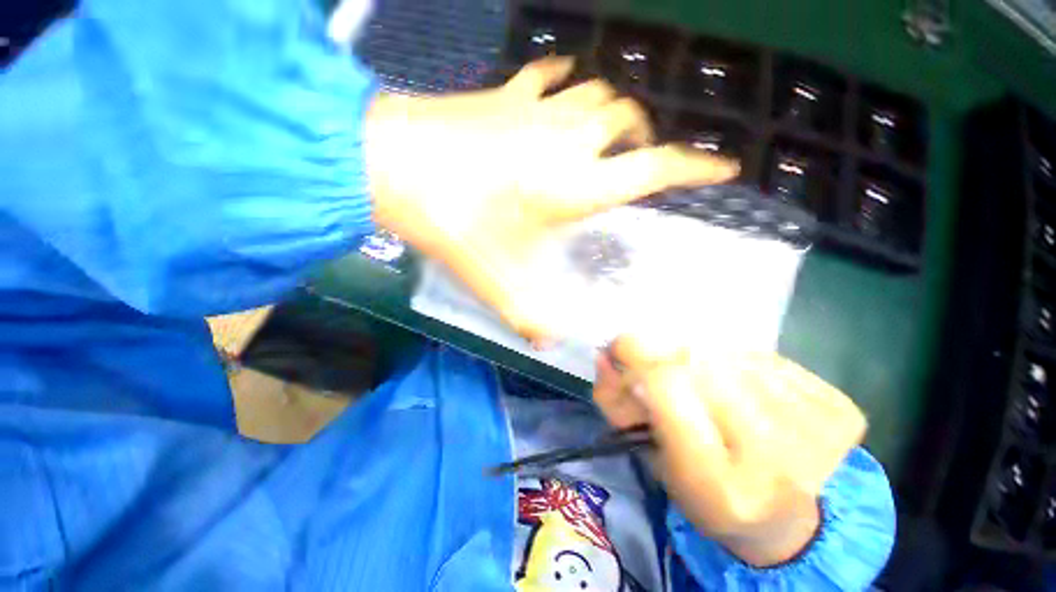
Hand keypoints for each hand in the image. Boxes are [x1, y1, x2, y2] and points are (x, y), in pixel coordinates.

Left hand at [364, 58, 738, 345]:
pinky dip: (564, 81)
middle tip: (637, 160)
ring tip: (605, 134)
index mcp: (578, 184)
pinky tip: (561, 92)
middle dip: (644, 137)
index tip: (725, 167)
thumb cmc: (457, 223)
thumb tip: (544, 344)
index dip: (696, 168)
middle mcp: (570, 139)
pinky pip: (548, 74)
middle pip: (630, 120)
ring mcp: (537, 110)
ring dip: (610, 112)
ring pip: (597, 93)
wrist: (393, 166)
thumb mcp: (499, 281)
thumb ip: (529, 317)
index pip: (656, 169)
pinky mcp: (505, 95)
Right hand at [592, 336, 866, 566]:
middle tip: (659, 370)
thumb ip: (616, 402)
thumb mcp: (647, 455)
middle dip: (665, 356)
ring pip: (730, 354)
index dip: (637, 354)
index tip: (620, 348)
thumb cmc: (703, 490)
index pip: (666, 385)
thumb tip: (605, 354)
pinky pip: (765, 357)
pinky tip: (744, 390)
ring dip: (704, 361)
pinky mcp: (840, 410)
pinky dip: (740, 365)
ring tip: (705, 387)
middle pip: (699, 362)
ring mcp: (818, 433)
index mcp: (717, 485)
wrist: (787, 518)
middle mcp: (774, 461)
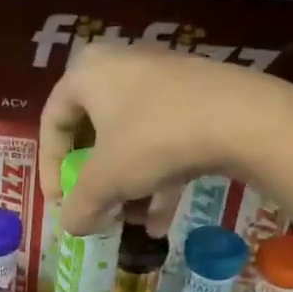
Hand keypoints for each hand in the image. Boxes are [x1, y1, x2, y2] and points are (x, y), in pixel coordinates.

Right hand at [38, 45, 290, 236]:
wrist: (243, 118)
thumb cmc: (154, 139)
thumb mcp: (107, 180)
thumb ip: (80, 205)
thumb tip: (70, 226)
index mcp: (87, 73)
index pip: (52, 120)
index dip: (49, 166)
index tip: (60, 201)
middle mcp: (122, 65)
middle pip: (94, 129)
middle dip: (93, 178)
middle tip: (95, 205)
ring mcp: (164, 78)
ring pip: (132, 137)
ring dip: (128, 184)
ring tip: (132, 222)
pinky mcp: (198, 95)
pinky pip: (164, 137)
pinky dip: (159, 176)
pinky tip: (163, 220)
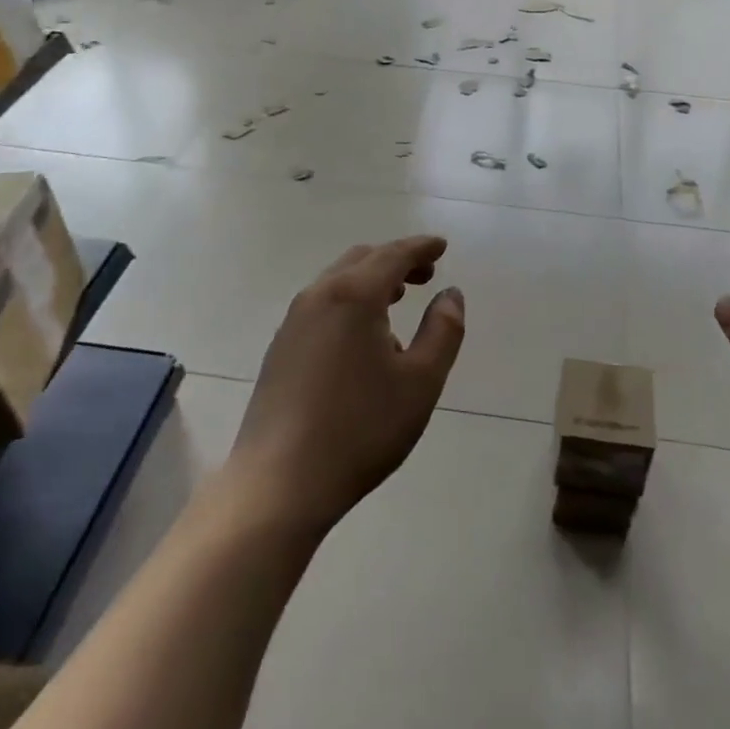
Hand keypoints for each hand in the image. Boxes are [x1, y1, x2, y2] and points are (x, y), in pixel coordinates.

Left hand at [226, 236, 464, 537]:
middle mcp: (319, 296)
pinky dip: (350, 300)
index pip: (393, 254)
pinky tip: (363, 336)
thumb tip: (450, 294)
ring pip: (338, 281)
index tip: (442, 246)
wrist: (279, 483)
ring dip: (371, 280)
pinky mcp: (281, 348)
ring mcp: (294, 322)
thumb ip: (443, 330)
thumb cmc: (360, 429)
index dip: (421, 247)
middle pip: (362, 259)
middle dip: (396, 259)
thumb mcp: (420, 381)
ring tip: (398, 298)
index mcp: (354, 295)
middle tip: (426, 274)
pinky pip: (322, 304)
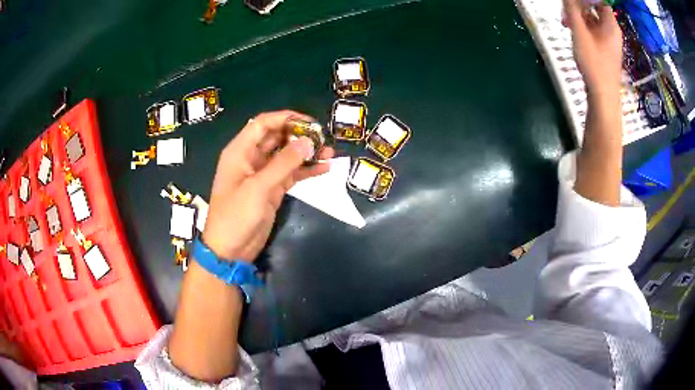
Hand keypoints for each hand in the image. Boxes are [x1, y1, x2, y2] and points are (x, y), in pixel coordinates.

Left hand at [202, 110, 333, 261]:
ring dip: (306, 153)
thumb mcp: (258, 187)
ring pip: (286, 156)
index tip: (310, 122)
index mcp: (240, 151)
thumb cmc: (236, 215)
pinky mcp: (271, 189)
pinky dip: (305, 171)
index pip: (263, 124)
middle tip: (324, 138)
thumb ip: (283, 163)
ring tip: (330, 153)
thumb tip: (308, 142)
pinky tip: (324, 169)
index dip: (285, 118)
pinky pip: (290, 174)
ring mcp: (262, 175)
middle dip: (300, 136)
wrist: (230, 249)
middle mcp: (251, 158)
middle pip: (277, 137)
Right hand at [563, 0, 622, 95]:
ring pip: (594, 20)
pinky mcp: (606, 49)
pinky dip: (584, 27)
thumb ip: (572, 10)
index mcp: (611, 24)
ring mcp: (609, 41)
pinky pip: (595, 31)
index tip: (573, 1)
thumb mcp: (580, 33)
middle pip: (595, 9)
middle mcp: (612, 30)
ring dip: (579, 17)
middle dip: (579, 6)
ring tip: (566, 23)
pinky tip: (574, 32)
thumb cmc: (594, 63)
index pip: (600, 1)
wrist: (603, 95)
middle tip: (566, 11)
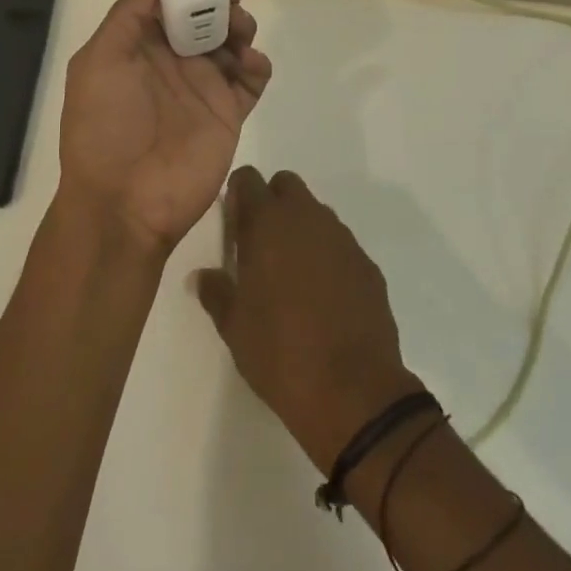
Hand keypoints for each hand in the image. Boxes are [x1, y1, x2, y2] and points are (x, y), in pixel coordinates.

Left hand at [57, 0, 271, 252]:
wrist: (125, 204)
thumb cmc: (104, 128)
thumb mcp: (99, 64)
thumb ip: (127, 17)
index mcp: (140, 45)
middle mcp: (173, 60)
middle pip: (206, 13)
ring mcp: (204, 87)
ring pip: (233, 40)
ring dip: (241, 24)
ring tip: (238, 32)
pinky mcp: (229, 113)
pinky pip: (252, 80)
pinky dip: (259, 65)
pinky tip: (252, 64)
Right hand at [193, 169, 422, 469]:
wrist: (353, 392)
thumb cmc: (280, 354)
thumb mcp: (234, 327)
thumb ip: (216, 291)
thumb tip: (203, 276)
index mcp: (268, 224)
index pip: (248, 179)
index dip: (239, 194)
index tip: (234, 223)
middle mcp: (307, 219)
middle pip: (287, 185)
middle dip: (272, 202)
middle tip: (261, 244)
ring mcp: (342, 239)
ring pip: (316, 213)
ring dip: (301, 229)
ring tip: (292, 275)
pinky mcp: (367, 264)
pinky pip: (340, 244)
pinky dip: (328, 256)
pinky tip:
★ ★ ★
> _WHAT THIS TASK INVOLVES_: Check each line of the material for the string "Left" and state how many lines contain it, with only the number as the answer.

> _EXERCISE OUTPUT_: 4